# Records:
>>>>>
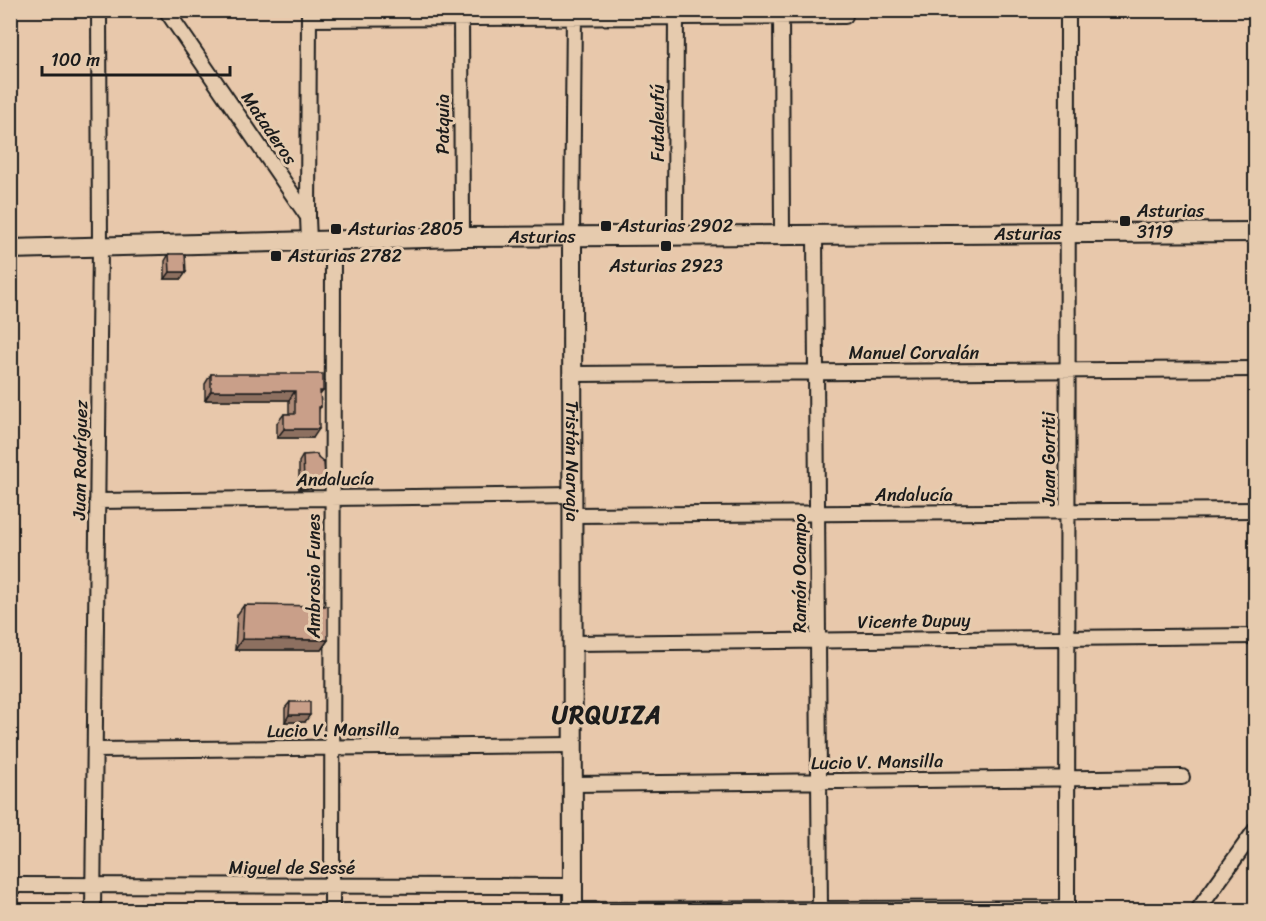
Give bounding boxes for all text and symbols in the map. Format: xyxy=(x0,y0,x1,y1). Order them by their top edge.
<<<<<
>>>>>
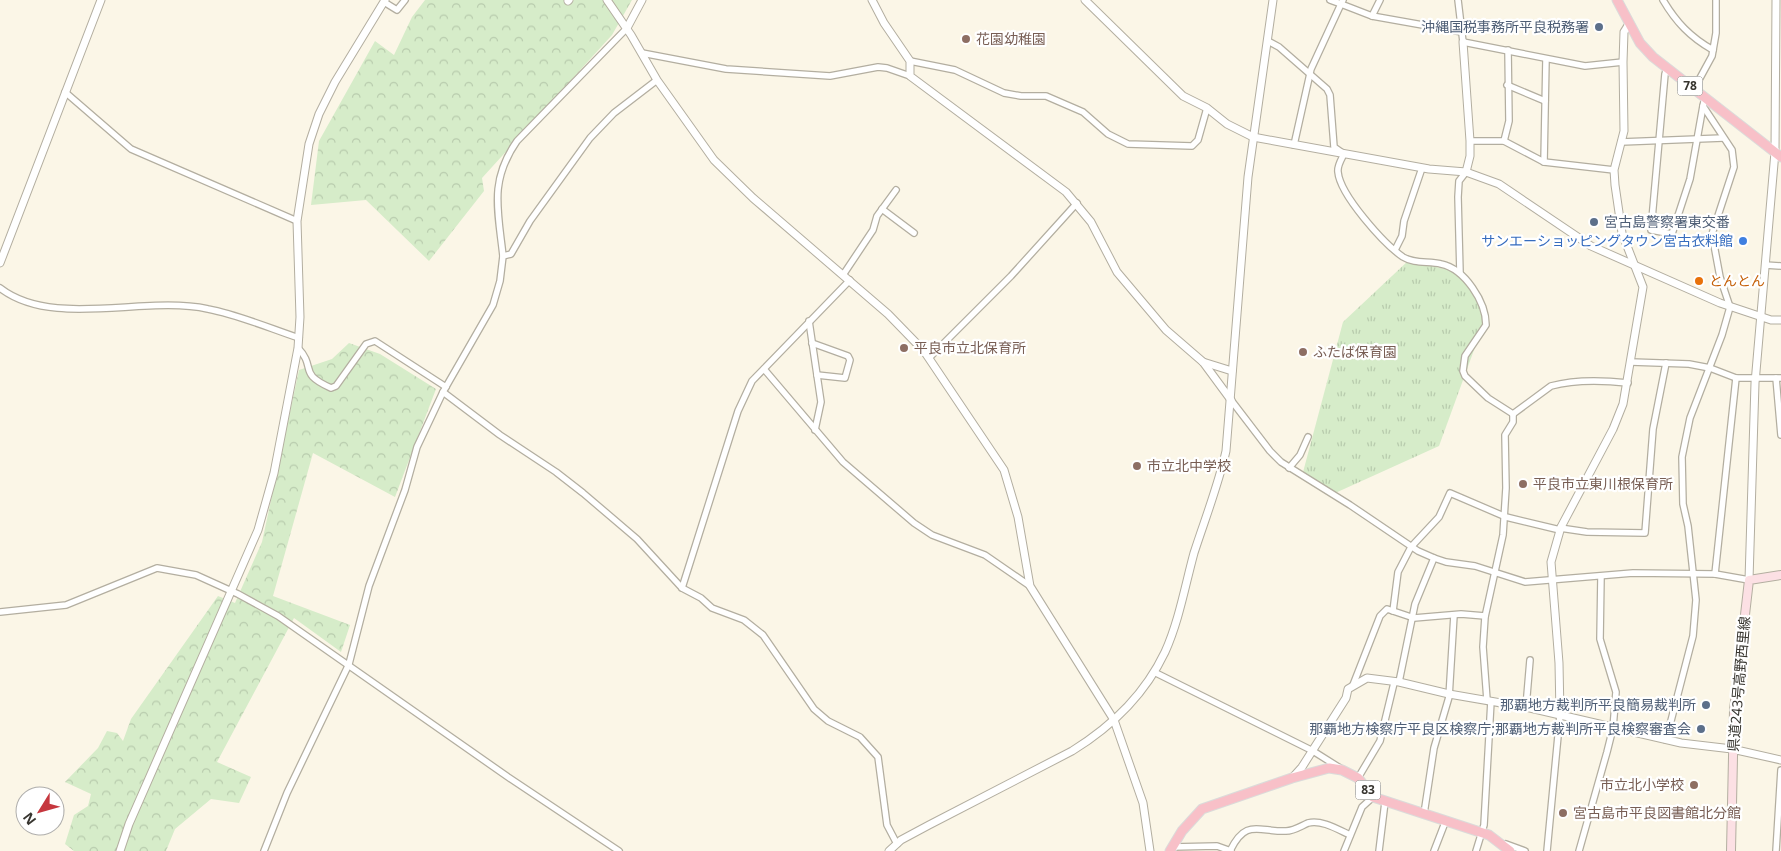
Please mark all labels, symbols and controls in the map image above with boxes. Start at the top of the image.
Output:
<<<<<
If a line in the material holds the string "boxes", count it, then state the number of such lines and nothing else.

# Written response:
2